The people who provide funds to create ads are, indeed, good people. They’re not unlike you and me. They have kids and mortgages and upward career mobility. Ad people are no different, except in the sense that ad people are, for Super Bowl ads, risk takers. The number of excellent, entertaining, shocking, fascinating, out-there ads that were created is mostly on the cutting room floors of advertising agencies. (Of course, you know that the cutting room floors these days are the terabyte hard drives of production houses worldwide.)
These ads will never see the light of day. They will live in obscurity behind the firewalls of legal hush-teams who protect brands from themselves. Of course, this is bullshit. Those digital archives are the asylums of great ideas and risk-taking creative that some men or some women simply were scared out of their exoskeleton to put their names behind. They were terrified of their own job security, their legal teams, and their own customers to launch content that would truly have been groundbreaking and brand-building.
In the Steve Jobs’ bio, we learned that the Greatest Ad of All Time—the “Why 1984 Won’t Be 1984” ad from Apple—was nearly destroyed by the board of that company. It almost didn’t release. Had it gone through regular processes of fear and loathing, you would never have seen it, and I would never have written about it. But clearly, that was an ad for the ages.
This year’s mix of creative in the Super Bowl was representative of brands’ fear of taking risks.

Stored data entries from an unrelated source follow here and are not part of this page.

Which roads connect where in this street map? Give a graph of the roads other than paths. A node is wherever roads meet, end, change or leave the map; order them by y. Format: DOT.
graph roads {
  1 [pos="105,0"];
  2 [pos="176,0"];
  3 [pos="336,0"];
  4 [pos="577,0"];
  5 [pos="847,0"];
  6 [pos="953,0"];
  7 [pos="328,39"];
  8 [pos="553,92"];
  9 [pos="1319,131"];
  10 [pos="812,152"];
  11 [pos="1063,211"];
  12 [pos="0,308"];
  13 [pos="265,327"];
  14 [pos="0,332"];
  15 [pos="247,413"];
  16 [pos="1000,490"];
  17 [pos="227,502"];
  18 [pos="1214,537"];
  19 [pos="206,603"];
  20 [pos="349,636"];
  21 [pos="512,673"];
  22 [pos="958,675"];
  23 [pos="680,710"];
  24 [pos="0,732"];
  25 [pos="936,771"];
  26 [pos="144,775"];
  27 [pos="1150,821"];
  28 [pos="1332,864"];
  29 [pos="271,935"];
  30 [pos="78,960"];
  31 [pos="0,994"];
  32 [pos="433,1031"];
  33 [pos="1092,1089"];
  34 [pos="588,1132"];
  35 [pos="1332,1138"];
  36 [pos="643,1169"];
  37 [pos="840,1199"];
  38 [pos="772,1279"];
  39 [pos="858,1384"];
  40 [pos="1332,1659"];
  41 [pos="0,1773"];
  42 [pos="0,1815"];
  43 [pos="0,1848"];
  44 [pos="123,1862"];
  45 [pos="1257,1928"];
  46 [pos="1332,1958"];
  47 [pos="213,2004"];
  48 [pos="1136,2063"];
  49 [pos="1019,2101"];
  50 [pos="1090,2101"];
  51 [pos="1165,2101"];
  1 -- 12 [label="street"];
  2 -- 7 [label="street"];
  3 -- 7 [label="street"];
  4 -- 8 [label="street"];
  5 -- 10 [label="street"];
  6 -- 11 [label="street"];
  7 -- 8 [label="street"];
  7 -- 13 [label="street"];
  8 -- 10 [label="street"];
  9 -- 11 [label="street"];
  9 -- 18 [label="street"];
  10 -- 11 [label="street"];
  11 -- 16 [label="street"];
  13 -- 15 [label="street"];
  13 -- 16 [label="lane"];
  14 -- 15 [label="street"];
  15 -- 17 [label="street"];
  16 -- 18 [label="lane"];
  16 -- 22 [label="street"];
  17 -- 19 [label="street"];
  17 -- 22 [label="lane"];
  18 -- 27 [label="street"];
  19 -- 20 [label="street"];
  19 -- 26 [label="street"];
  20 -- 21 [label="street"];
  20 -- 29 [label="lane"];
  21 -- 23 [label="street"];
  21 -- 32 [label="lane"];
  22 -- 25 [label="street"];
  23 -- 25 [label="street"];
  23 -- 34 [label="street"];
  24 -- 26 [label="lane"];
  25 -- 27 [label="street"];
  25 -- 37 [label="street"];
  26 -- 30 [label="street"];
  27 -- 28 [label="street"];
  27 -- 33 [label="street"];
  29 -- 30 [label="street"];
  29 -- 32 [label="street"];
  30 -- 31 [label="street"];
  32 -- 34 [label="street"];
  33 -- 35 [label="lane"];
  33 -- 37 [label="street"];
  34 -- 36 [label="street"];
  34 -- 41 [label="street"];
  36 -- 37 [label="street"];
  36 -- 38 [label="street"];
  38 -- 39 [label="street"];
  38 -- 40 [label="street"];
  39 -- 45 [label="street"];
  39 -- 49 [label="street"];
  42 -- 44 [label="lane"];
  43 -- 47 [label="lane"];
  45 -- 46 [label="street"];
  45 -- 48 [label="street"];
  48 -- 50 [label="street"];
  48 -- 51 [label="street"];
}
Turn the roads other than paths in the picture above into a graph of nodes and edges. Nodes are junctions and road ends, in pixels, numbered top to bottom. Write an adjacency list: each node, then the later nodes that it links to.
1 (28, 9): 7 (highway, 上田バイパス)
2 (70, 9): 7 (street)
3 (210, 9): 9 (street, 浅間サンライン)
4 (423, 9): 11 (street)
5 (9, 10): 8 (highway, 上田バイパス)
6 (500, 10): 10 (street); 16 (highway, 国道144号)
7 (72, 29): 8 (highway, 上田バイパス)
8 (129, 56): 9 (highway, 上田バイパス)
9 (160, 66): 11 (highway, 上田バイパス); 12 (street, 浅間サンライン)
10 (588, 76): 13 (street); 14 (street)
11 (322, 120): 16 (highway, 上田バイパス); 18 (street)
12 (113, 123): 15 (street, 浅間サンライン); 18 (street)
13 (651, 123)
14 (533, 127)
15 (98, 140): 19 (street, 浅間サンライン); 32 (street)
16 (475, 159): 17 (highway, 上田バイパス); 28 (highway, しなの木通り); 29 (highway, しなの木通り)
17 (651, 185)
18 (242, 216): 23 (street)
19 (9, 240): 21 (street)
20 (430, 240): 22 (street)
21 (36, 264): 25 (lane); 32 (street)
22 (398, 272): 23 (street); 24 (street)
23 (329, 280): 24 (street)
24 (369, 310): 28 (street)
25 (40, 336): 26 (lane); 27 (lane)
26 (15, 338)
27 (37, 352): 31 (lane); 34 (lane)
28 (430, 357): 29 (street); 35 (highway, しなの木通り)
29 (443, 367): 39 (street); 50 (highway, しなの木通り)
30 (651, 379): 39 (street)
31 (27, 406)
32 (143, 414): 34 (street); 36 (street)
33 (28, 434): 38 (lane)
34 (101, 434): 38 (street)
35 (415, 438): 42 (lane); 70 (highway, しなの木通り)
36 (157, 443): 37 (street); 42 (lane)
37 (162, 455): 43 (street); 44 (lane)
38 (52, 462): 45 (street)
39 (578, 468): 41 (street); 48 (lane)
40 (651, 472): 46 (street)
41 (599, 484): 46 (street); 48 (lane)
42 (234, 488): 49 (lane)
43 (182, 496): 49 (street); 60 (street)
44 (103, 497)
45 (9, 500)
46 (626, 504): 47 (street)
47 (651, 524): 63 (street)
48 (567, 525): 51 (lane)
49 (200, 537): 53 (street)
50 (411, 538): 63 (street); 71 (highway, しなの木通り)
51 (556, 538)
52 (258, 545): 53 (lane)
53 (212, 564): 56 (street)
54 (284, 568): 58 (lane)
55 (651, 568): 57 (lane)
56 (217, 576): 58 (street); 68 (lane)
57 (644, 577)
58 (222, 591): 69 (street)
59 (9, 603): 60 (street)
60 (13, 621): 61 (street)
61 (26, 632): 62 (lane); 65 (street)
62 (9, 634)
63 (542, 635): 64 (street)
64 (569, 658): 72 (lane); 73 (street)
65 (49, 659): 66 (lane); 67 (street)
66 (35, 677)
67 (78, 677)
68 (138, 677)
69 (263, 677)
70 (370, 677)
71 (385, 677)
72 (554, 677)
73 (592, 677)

Most brands during this year’s big game fed at the sophomoric troughs of basic human instincts and needs: the redundant sexuality of GoDaddy, the shallow sense of thrill of driving cars on winding roads you’ll never drive on, the existential abomination of robots brewing beer. Really? Do I really want my beer made by robots? The biggest audience of the year with the biggest ad spend? This is it?
I do not indict the agencies who produced ads for this year's Super Bowl. Their best stuff, you’ll never see. Those who leak the best stuff will be brought in front of the corporate panel of Inquisitors, only to be banished to the dungeon of freelance. Everything you saw was spit-polished by a fearful market of risk-intolerant brands.
Enjoy.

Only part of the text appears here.